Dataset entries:
►
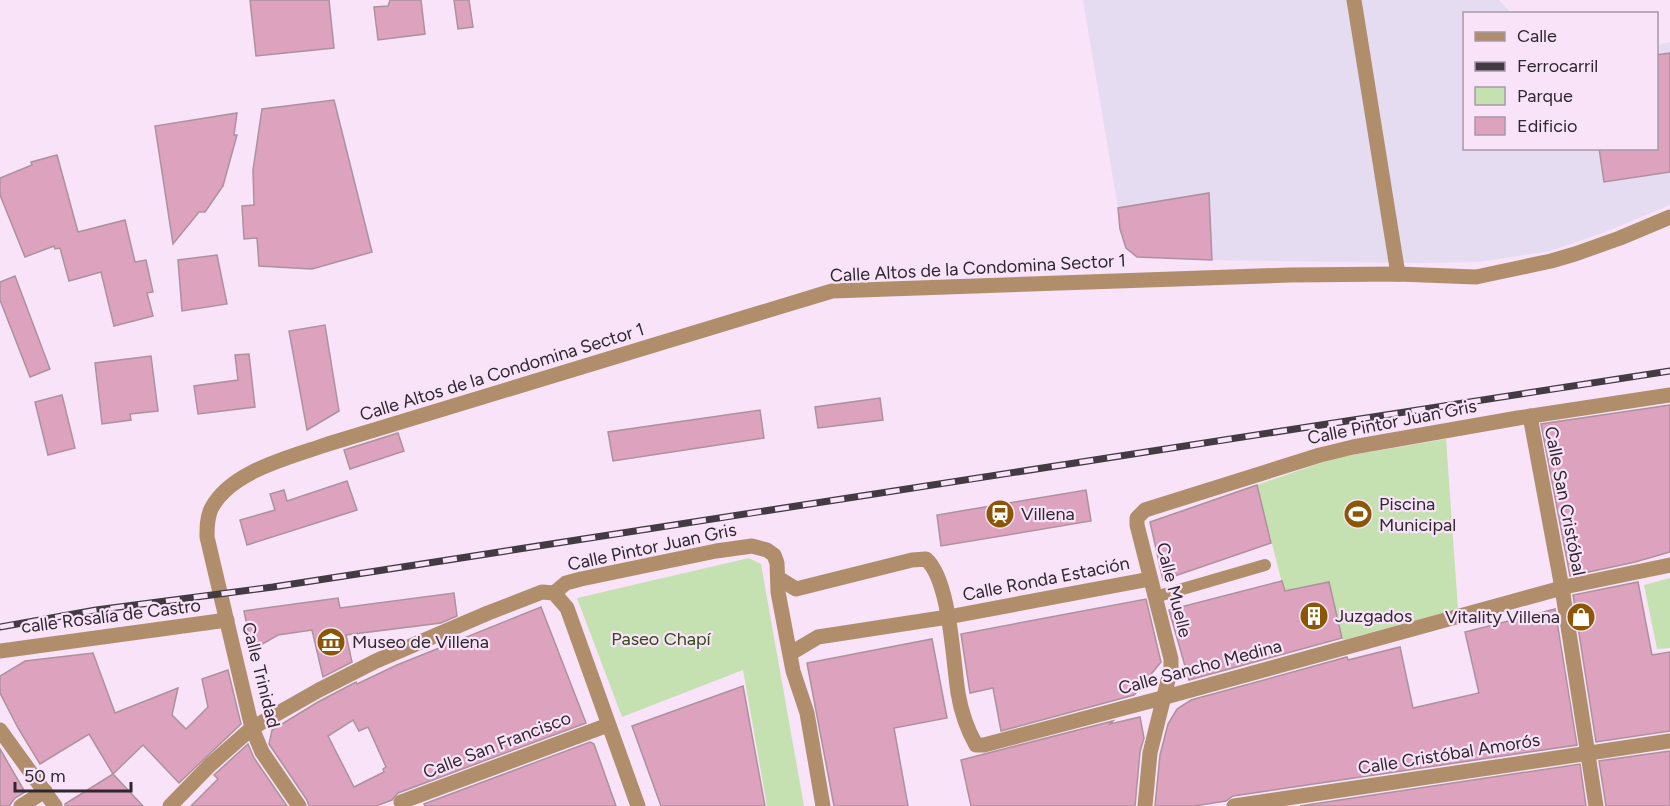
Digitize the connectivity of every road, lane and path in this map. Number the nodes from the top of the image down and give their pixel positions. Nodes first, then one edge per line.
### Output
1 (1354, 0) edge
2 (1670, 217) edge
3 (1398, 274) junction
4 (1670, 394) edge
5 (1530, 416) junction
6 (1137, 525) joint
7 (1265, 565) dead end
8 (1670, 565) edge
9 (778, 571) junction
10 (218, 579) joint
11 (1150, 579) junction
12 (1562, 588) junction
13 (554, 593) junction
14 (1155, 597) junction
15 (948, 617) junction
16 (227, 620) junction
17 (0, 651) edge
18 (791, 653) junction
19 (1162, 698) junction
20 (608, 725) junction
21 (252, 728) junction
22 (0, 730) edge
23 (1670, 741) edge
24 (1587, 752) junction
25 (45, 791) junction
26 (401, 802) dead end
27 (21, 806) edge
28 (55, 806) edge
29 (170, 806) edge
30 (299, 806) edge
31 (638, 806) edge
32 (823, 806) edge
33 (1145, 806) edge
34 (1234, 806) edge
35 (1596, 806) edge

1 - 3 street
2 - 3 street, Calle Altos de la Condomina Sector 1
3 - 10 street, Calle Altos de la Condomina Sector 1
4 - 5 street, Calle Pintor Juan Gris
5 - 6 street, Calle Pintor Juan Gris
5 - 12 street, Calle San Cristóbal
6 - 11 street, Calle Muelle
7 - 14 street
8 - 12 street, Calle Sancho Medina
9 - 13 street, Calle Pintor Juan Gris
9 - 15 street, Calle Ronda Estación
9 - 18 street
10 - 16 street, Calle Trinidad
11 - 14 street, Calle Muelle
11 - 15 street, Calle Ronda Estación
12 - 19 street, Calle Sancho Medina
12 - 24 street, Calle San Cristóbal
13 - 20 street
13 - 21 street, Calle Pintor Juan Gris
14 - 19 street, Calle Muelle
15 - 18 street, Calle Ronda Estación
15 - 19 street, Calle Sancho Medina
16 - 17 street, calle Rosalía de Castro
16 - 21 street, Calle Trinidad
18 - 32 street
19 - 33 street, Calle Muelle
20 - 26 street, Calle San Francisco
20 - 31 street
21 - 29 street, Calle Pintor Juan Gris
21 - 30 street, Calle Trinidad
22 - 25 street
23 - 24 street, Calle Cristóbal Amorós
24 - 34 street, Calle Cristóbal Amorós
24 - 35 street, Calle San Cristóbal
25 - 27 street
25 - 28 street

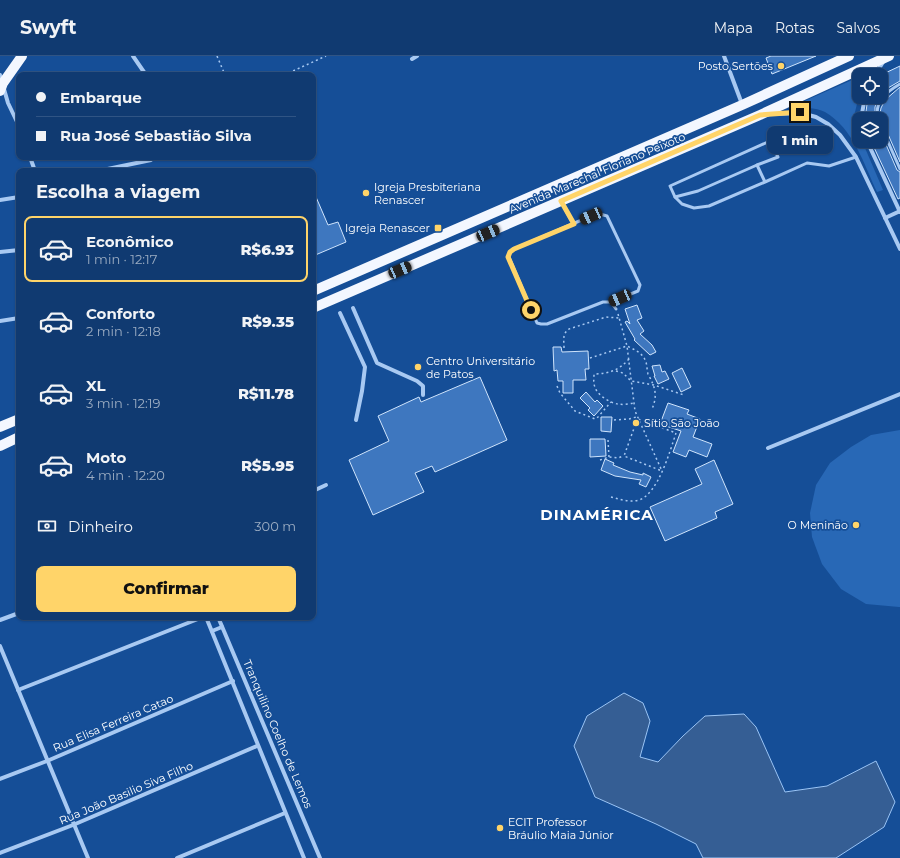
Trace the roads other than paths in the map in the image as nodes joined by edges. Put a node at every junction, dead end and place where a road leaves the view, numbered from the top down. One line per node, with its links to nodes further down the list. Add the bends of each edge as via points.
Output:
◄
--- YOUR GOAL ---
Where a line in the records above contains the string "road", copy that line.

--- EXERCISE OUTPUT ---
Digitize the connectivity of every road, lane and path in this map. Number the nodes from the top of the image down and give their pixel positions. Nodes first, then one edge per line.
Trace the roads other than paths in the map in the image as nodes joined by edges. Put a node at every junction, dead end and place where a road leaves the view, numbered from the top down. One line per node, with its links to nodes further down the list. Add the bends of each edge as via points.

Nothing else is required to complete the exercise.